In advanced urban systems, visual order is treated as part of the transport safety architecture, whereas in Pakistan it is largely shaped by fragmented regulation and commercial pressures. They occupy sidewalks, obscure vision and parking disputes frequently intensify into violent confrontations. Parking is a central instrument of urban design, and it can be reformed through pricing systems, digital regulation, structured infrastructure and strict enforcement.

The economic consequences are even more devastating: as congestion diminishes productivity, inefficient logistics raise costs and increase fuel consumption; road accidents impose long-term social and financial liabilities; and, above all, time wasted in traffic leads to structural economic leakage and mental health issues.

Therefore, Pakistan’s future mobility and transport ecosystem must shift from vehicle expansion to mobility justice – a system in which safety, accessibility and efficiency are not determined by income, vehicle ownership or proximity to elite corridors.
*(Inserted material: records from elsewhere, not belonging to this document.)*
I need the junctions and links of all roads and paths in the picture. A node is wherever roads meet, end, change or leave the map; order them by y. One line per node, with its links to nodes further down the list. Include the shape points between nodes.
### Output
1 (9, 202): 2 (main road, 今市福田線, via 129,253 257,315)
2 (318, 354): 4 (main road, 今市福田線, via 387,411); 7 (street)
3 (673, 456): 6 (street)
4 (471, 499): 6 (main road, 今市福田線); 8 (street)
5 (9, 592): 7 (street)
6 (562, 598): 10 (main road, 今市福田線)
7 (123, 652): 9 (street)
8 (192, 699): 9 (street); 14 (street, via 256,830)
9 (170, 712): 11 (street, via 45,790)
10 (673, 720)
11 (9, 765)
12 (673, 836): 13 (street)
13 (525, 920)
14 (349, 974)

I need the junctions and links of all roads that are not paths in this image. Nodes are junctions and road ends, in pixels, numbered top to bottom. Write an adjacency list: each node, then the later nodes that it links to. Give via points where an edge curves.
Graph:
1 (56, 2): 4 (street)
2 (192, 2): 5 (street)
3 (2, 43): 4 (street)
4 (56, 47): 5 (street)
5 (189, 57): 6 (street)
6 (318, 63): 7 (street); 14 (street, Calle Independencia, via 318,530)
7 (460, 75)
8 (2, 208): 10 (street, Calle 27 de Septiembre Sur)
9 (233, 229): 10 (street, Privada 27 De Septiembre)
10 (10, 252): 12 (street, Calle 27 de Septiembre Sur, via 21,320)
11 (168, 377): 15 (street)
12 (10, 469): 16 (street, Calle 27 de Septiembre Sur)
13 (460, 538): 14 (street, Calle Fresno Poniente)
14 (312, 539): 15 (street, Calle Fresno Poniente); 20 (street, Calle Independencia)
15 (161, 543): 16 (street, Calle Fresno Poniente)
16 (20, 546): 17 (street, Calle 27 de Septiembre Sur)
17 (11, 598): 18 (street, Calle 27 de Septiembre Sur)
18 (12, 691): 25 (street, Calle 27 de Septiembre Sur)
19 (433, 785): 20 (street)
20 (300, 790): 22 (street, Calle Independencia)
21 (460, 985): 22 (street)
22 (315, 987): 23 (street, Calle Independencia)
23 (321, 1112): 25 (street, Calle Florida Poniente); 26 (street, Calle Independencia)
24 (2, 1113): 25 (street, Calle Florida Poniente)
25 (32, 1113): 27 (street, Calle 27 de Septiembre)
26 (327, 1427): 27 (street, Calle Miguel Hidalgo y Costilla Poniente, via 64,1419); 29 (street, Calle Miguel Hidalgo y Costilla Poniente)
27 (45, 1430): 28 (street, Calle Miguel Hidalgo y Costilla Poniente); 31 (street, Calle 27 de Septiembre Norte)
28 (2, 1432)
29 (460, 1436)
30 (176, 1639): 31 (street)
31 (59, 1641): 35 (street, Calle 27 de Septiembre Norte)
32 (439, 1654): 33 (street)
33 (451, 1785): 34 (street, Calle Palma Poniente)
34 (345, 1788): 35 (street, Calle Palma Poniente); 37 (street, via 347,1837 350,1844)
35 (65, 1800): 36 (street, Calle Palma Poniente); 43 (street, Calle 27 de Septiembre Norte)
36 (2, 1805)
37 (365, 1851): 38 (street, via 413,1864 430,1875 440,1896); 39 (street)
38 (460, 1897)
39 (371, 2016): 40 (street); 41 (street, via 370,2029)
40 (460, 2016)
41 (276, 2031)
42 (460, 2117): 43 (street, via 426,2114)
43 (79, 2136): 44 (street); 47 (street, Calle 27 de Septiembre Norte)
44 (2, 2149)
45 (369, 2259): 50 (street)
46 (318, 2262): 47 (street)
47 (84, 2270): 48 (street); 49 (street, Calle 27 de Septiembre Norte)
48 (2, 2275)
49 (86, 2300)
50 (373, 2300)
It must be determined by the principal national priorities – metro systems, bus rapid transit, freight rail modernisation and non-motorised transport.

A civilised state is not assessed by the speed of its official convoys, but by the movement of its citizens through the cities with dignity, predictability, and safety. On any given day in Islamabad, Lahore or Karachi, this paradox is visible everywhere: a student waiting for a safe gap, a bus forcing its way forward, a car inching into space that does not exist, a motorcyclist slipping between systems that do not recognise him.

The tragedy is that Pakistan possesses the technical capacity and financial resources required for transformation but lacks institutional coherence and political seriousness. This can easily be reversed by a credible five-year mobility strategy: a single national digital licensing system, AI-assisted enforcement, integrated metropolitan transport authorities, and early road ethics education embedded in schools across Pakistan. The core governance pillars must include parking regulation, pedestrian rights, freight discipline and urban design, and they must not be treated as marginal concerns.

Roads not only reflect how a state behaves at speed but also how its society adheres to its true order when no one is watching. Ultimately, our government can continue to build roads as isolated infrastructure projects, or it can focus on building a mobility system grounded in law, integration, and public trust.


The writer is a political economist, public policy commentator and advocate for principled leadership and regional cooperation across the Muslim world.